### Raw data

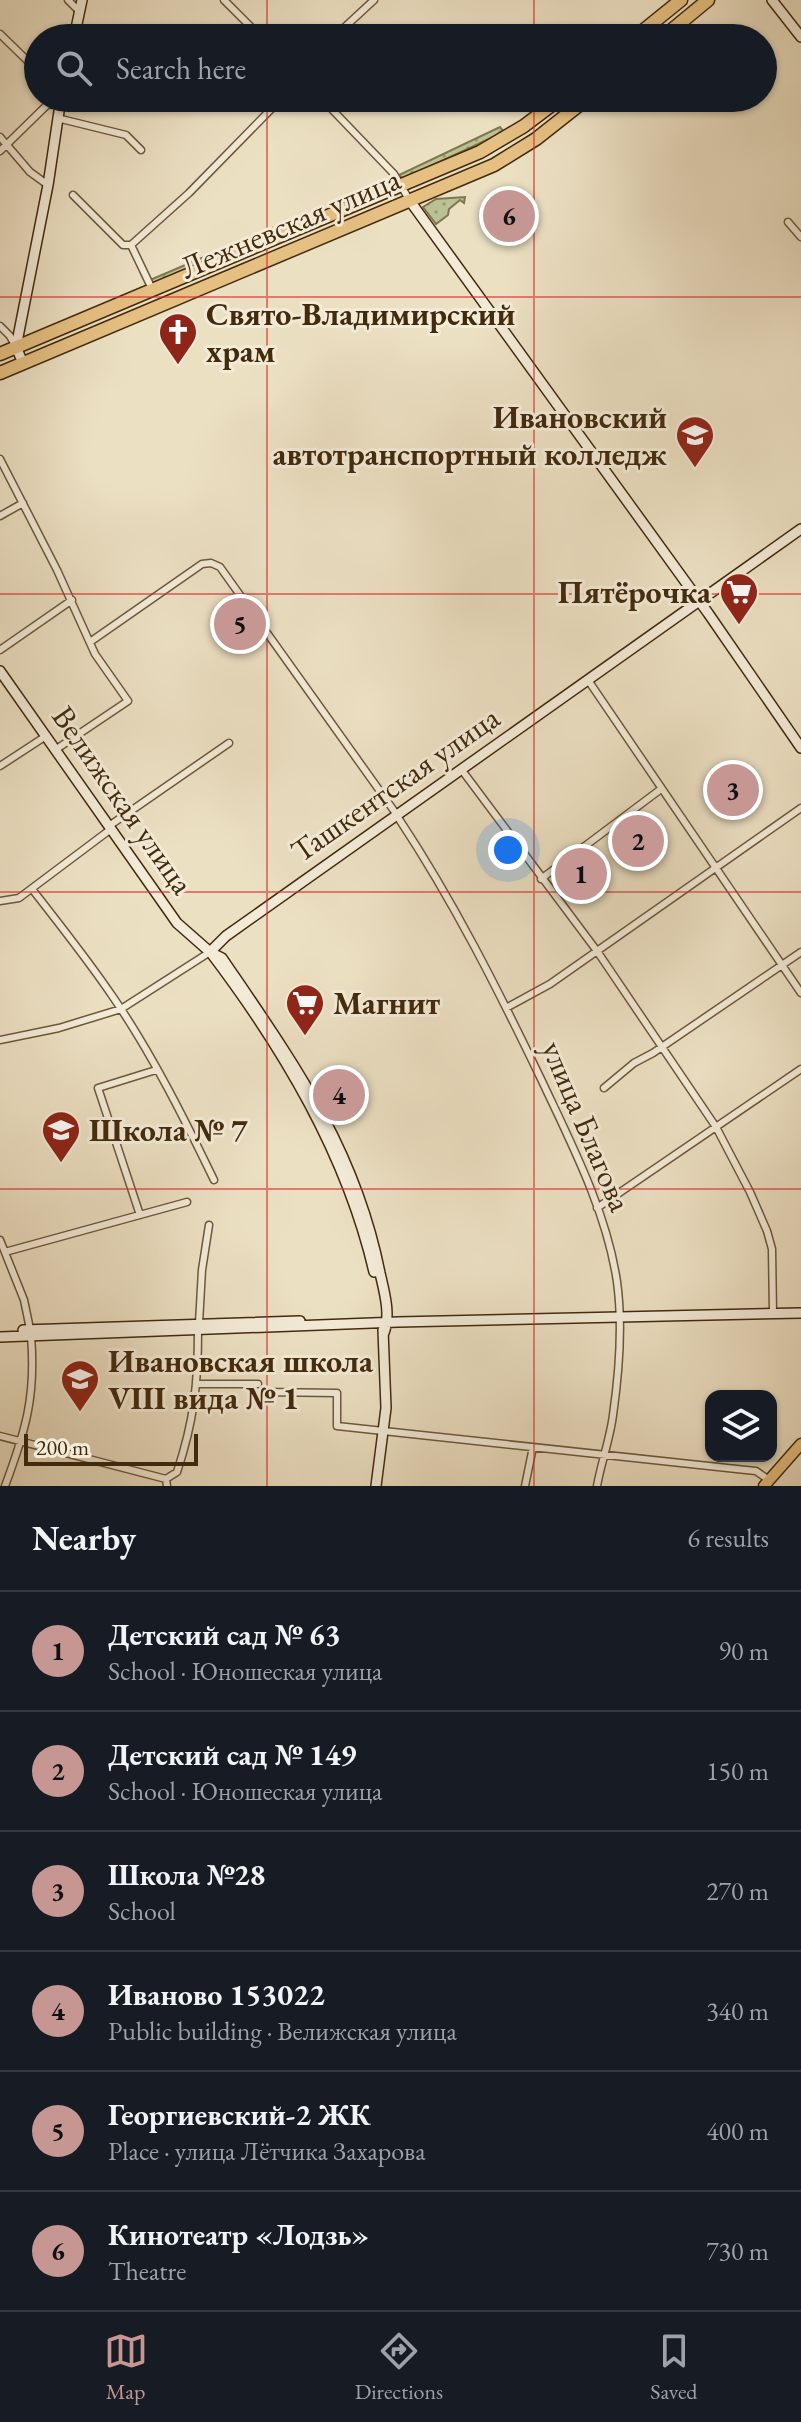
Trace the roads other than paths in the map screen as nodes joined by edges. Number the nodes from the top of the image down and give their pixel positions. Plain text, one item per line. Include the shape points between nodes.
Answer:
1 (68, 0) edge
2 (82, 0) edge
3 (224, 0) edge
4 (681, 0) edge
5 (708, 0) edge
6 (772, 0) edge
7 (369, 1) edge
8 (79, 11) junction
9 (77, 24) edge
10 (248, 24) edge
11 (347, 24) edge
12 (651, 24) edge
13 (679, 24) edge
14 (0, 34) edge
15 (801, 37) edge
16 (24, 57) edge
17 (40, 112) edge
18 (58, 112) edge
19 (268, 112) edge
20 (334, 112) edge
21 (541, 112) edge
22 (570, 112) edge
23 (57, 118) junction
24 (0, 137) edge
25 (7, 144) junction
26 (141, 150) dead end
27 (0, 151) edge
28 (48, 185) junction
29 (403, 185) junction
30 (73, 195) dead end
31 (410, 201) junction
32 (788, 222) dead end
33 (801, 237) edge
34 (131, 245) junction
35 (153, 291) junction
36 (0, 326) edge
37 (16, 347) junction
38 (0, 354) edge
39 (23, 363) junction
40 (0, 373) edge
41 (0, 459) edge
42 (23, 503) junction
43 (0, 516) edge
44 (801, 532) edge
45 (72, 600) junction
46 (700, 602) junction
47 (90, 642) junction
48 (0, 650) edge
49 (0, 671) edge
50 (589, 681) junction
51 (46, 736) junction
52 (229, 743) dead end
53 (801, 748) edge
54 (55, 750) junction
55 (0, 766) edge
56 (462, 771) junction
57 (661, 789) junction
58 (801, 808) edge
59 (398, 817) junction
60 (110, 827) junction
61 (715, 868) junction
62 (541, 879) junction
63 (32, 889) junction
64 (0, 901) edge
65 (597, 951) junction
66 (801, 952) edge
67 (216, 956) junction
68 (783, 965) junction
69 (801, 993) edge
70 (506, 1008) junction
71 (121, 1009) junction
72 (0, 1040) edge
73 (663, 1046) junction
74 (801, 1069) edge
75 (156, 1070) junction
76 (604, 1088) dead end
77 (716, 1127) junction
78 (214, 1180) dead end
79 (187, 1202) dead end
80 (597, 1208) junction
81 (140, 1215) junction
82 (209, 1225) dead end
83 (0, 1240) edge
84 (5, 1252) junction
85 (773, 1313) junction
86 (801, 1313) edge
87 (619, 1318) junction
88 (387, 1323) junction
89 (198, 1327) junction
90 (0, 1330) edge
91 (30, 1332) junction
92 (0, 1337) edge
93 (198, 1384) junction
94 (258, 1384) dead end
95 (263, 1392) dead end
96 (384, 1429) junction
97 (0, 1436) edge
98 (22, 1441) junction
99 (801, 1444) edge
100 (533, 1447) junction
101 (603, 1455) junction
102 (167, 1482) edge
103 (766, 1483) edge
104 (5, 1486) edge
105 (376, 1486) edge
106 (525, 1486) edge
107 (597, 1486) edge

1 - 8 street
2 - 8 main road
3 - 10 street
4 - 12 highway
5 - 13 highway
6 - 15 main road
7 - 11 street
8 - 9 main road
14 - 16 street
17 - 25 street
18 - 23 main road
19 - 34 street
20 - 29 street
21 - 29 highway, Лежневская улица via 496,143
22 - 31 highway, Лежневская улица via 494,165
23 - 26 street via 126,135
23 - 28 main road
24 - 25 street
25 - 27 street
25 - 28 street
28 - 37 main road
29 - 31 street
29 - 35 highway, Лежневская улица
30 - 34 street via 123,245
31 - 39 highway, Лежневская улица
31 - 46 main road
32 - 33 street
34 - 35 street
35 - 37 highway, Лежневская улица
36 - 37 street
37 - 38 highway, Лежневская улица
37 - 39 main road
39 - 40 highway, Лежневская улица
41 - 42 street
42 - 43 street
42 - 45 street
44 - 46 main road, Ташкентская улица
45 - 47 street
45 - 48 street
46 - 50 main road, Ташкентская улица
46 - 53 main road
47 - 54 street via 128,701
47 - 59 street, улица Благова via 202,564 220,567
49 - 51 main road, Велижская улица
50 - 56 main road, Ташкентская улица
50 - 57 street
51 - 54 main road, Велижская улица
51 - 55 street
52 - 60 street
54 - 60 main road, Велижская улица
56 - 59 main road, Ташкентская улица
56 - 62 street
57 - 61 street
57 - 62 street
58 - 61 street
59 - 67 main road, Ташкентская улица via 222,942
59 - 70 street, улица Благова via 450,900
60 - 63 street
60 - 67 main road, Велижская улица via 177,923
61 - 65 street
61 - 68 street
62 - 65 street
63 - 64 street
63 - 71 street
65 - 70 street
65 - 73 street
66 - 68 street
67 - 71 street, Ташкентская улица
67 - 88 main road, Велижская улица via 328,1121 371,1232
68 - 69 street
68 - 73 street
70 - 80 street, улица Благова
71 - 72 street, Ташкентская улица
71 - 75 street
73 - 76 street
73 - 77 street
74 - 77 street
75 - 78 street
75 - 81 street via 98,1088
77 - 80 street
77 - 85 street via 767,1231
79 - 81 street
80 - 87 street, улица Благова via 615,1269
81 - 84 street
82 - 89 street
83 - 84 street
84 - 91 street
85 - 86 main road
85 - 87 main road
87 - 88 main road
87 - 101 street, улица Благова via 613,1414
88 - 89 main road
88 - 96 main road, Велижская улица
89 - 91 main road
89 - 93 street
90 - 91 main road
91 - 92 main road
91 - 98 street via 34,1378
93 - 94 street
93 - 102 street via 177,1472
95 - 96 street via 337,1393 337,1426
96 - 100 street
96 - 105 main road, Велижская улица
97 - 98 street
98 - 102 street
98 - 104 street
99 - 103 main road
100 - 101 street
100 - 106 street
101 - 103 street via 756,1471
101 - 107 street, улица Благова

######

> _Task requirements_
Each line of the listing above that includes the word "Ташкентская" should be copied.

> _Exercise result_
44 - 46 main road, Ташкентская улица
46 - 50 main road, Ташкентская улица
50 - 56 main road, Ташкентская улица
56 - 59 main road, Ташкентская улица
59 - 67 main road, Ташкентская улица via 222,942
67 - 71 street, Ташкентская улица
71 - 72 street, Ташкентская улица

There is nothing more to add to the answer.